A word about “wobbly”: Most remember this infamous tale incorrectly, thinking the British Iron Lady gave the American wimp this advice when they met in Aspen only days after Saddam’s invasion (entirely through the coincidence of earlier scheduling). With his advisers still digesting the news, Bush had yet to lay out the details of his opposition to Hussein’s move. He and Thatcher met, and upon his return to Washington, Bush gave his famous declaration that “this will not stand.” Their conversation must have led to his conversion, her supporters (and his detractors) charge.
Not so. The two met in Aspen, but Thatcher’s injunction against wobbling was not uttered on that trip. She in fact issued it several weeks later, when Iraqi ships threatened to break the UN-sanctioned blockade of their country. Due to recent declassification efforts, the documentary record now shows that Bush made his decision to act in Kuwait’s defense before the Aspen meeting. He was simply waiting to gain Saudi Arabia’s explicit approval of the insertion of American forces into the Holy Kingdom before announcing his decision.
Bush did not need Thatcher’s encouragement to stand firm, but got it anyway, which is really the point after all: he knew, even before they met, that if American forces prepared to stand their ground in Saudi Arabia, they would soon be joined by their friends from across the Atlantic. The moment a new threat appeared on the horizon, British and American cooperation resumed full force, even if the two countries’ leaders at the time never achieved true friendship.
Why did Anglo-American relations truly warm up again only when Major took the helm? Because Major and Bush each saw the world, and the world’s threats, in the same way. Thatcher had already committed Britain to supporting the ouster of Saddam from Kuwait and the reunification of Germany; Major knew his first priority as Prime Minister was keeping close to the Americans.

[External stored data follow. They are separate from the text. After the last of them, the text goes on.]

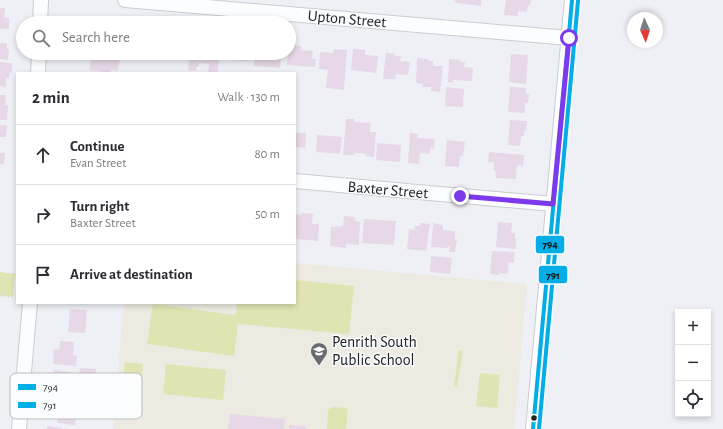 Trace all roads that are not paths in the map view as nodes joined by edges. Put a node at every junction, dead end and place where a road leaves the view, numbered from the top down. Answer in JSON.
{"nodes":[{"id":1,"x":41,"y":0,"type":"edge"},
{"id":2,"x":125,"y":0,"type":"edge"},
{"id":3,"x":572,"y":0,"type":"edge"},
{"id":4,"x":40,"y":16,"type":"edge"},
{"id":5,"x":569,"y":38,"type":"junction"},
{"id":6,"x":39,"y":60,"type":"edge"},
{"id":7,"x":38,"y":72,"type":"edge"},
{"id":8,"x":296,"y":181,"type":"edge"},
{"id":9,"x":553,"y":204,"type":"junction"},
{"id":10,"x":30,"y":304,"type":"edge"},
{"id":11,"x":23,"y":373,"type":"edge"},
{"id":12,"x":19,"y":419,"type":"edge"},
{"id":13,"x":18,"y":429,"type":"edge"},
{"id":14,"x":533,"y":429,"type":"edge"}],
"edges":[{"from":1,"to":4,"type":"street"},
{"from":2,"to":5,"type":"street","name":"Upton Street"},
{"from":3,"to":5,"type":"street"},
{"from":5,"to":9,"type":"street"},
{"from":6,"to":7,"type":"street"},
{"from":8,"to":9,"type":"street","name":"Baxter Street"},
{"from":9,"to":14,"type":"street"},
{"from":10,"to":11,"type":"street"},
{"from":12,"to":13,"type":"street"}]}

This he surely did, proving a reliable ally in the extreme. Indeed, it is worth noting that two dozen countries sent troops to Desert Storm. More than one hundred voiced their support. But Bush only made two calls before hostilities commenced: to the Saudis, from whose territory those first strikes would be launched, and to Major, his close ally, and ultimately, his friend.
This was a friendship that continued through the Gulf War and, more importantly, through the instability of the initial post-Cold war years. Major arguably became Bush’s second most-trusted international adviser (after Canada’s Brian Mulroney), helping to forge if not a common response, then at least a common perception of the central issues of their remaining last months in office, the dissolution of the Soviet Union chief among them.
What do these tales from the Cold War’s end tell us about the special relationship? That once more adversaries make allies. When the American President and the British Prime Minister each perceived similar threats, their relationship warmed. More accurately, when they each saw greater threats on the horizon than each other, they remembered why the special relationship existed, and why they ought to renew it. If he were available for comment, Thucydides would be justifiably smug.